Go through the records and give the number of lines that include "ends", with nothing else.
::: Records for this exercise
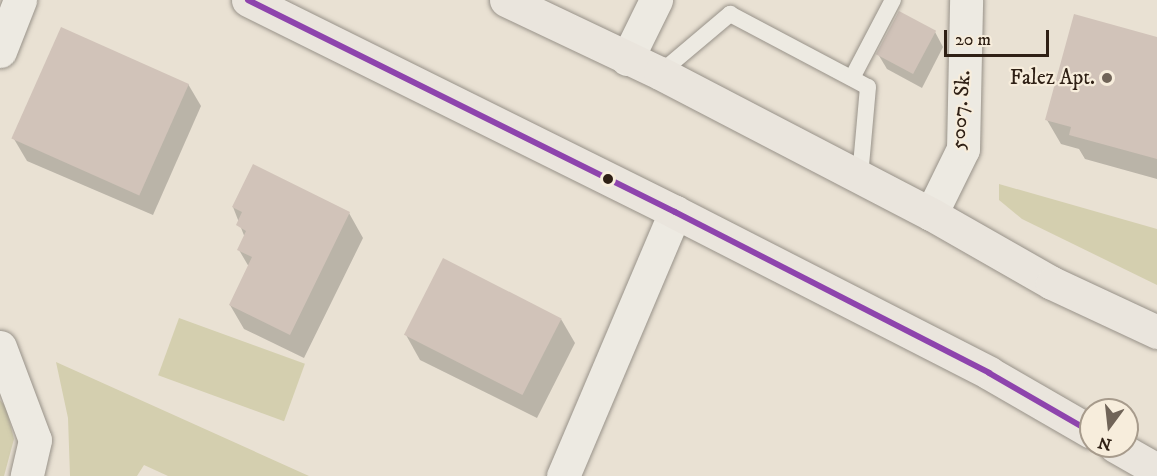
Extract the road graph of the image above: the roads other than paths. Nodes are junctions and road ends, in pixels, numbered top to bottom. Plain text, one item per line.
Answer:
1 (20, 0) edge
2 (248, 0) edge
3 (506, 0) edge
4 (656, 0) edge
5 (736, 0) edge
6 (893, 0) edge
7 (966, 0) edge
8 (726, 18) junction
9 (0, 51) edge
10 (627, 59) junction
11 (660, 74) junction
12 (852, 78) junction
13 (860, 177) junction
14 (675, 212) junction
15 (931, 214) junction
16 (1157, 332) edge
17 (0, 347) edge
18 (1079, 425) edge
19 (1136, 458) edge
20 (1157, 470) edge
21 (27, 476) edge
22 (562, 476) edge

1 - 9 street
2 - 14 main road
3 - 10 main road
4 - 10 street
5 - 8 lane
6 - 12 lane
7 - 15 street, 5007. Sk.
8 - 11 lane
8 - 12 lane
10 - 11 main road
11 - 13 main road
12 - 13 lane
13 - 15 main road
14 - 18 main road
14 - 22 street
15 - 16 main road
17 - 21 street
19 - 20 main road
::::::
::: Records for this exercise
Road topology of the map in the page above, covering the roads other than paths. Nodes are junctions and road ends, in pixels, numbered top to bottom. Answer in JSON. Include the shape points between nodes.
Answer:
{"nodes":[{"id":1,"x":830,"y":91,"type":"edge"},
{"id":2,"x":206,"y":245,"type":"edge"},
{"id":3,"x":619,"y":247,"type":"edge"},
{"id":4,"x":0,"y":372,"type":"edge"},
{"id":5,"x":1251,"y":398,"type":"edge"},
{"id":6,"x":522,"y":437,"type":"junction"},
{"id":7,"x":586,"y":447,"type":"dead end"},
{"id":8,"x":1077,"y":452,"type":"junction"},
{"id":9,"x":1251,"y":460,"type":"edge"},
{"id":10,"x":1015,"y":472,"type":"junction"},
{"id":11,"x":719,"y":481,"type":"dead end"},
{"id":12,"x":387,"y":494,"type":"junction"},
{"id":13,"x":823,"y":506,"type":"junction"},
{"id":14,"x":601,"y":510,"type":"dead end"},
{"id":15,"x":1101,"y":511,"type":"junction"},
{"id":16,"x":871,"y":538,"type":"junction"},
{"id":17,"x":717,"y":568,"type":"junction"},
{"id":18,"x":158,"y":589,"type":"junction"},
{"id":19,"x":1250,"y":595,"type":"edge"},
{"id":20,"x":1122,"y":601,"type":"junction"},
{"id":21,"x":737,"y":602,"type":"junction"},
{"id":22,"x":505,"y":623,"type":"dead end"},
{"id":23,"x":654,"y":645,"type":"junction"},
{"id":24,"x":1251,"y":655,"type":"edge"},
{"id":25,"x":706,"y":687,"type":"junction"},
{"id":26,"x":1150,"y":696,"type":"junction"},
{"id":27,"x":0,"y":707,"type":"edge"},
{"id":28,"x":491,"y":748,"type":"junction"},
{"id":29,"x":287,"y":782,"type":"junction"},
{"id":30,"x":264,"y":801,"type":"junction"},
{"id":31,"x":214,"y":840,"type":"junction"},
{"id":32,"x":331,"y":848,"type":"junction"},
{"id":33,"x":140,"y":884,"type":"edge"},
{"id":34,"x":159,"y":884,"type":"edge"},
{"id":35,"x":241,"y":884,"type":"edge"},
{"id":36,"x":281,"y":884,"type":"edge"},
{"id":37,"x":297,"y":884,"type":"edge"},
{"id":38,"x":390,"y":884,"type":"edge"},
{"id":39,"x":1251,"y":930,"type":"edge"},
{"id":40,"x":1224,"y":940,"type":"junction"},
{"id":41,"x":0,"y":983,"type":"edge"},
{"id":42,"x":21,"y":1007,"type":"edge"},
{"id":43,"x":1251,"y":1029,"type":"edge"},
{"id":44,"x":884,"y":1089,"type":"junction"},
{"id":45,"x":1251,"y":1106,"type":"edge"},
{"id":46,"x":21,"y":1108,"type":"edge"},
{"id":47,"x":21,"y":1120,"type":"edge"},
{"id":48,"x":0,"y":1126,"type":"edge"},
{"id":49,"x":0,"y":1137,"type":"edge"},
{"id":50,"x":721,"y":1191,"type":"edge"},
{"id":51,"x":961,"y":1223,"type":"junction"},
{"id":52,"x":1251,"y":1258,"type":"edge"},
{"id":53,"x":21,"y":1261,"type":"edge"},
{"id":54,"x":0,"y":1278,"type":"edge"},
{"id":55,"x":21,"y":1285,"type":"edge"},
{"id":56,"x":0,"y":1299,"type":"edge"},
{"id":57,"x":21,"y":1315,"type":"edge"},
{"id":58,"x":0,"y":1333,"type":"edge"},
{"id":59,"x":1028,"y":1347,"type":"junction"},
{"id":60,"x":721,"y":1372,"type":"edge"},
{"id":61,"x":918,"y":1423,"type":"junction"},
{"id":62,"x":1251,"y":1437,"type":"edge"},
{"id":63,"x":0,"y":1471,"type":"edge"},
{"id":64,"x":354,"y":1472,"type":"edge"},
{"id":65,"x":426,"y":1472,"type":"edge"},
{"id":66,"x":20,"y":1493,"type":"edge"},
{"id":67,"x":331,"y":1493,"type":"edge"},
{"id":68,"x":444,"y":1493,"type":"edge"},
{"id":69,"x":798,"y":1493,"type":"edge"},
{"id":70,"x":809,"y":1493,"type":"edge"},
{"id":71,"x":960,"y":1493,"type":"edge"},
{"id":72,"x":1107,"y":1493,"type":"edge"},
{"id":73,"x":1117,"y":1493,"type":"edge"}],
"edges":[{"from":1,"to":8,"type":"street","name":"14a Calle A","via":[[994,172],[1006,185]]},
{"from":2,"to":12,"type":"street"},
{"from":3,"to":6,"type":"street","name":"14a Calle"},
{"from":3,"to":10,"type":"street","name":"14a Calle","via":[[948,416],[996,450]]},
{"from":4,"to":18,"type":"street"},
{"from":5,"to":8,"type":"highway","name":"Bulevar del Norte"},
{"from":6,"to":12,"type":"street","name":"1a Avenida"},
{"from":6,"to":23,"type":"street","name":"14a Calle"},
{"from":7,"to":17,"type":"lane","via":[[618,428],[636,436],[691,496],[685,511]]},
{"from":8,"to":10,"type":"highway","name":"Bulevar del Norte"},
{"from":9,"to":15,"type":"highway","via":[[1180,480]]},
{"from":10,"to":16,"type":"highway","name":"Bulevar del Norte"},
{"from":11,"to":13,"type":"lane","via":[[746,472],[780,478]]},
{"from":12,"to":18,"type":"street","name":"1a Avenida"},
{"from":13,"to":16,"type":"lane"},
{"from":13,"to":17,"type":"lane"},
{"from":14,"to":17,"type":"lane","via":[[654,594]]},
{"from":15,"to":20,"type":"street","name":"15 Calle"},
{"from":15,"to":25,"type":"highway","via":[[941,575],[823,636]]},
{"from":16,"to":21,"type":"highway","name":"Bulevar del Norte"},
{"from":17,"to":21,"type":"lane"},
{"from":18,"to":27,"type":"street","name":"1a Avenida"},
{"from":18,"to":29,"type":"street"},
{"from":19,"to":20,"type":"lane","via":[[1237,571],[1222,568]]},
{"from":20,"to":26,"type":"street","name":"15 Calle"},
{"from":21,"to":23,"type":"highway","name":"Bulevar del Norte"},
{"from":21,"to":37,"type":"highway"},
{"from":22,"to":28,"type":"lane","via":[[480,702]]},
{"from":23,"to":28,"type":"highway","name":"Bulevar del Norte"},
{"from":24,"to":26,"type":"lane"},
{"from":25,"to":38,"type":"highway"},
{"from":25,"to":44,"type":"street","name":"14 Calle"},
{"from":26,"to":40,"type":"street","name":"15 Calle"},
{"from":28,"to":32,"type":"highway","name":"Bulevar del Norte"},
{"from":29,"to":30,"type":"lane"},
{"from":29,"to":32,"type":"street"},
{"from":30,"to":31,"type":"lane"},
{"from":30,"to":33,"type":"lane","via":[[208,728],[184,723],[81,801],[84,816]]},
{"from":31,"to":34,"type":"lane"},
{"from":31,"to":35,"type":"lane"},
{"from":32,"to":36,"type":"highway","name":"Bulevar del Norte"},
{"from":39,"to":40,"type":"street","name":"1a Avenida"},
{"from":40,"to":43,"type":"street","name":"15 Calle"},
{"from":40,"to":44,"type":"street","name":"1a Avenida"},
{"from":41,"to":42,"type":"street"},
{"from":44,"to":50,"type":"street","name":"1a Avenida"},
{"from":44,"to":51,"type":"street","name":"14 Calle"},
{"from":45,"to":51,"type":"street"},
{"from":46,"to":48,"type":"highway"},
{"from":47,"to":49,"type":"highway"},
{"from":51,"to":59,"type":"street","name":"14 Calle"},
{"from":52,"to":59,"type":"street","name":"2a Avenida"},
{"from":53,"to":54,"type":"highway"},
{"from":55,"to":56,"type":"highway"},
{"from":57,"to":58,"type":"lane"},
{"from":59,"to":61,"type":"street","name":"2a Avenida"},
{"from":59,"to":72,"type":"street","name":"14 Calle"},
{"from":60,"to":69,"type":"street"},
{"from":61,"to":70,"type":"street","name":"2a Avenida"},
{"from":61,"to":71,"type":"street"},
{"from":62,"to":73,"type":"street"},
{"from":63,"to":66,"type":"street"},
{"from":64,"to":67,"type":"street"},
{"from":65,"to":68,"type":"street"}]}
::::::
◆ Your response ◆
2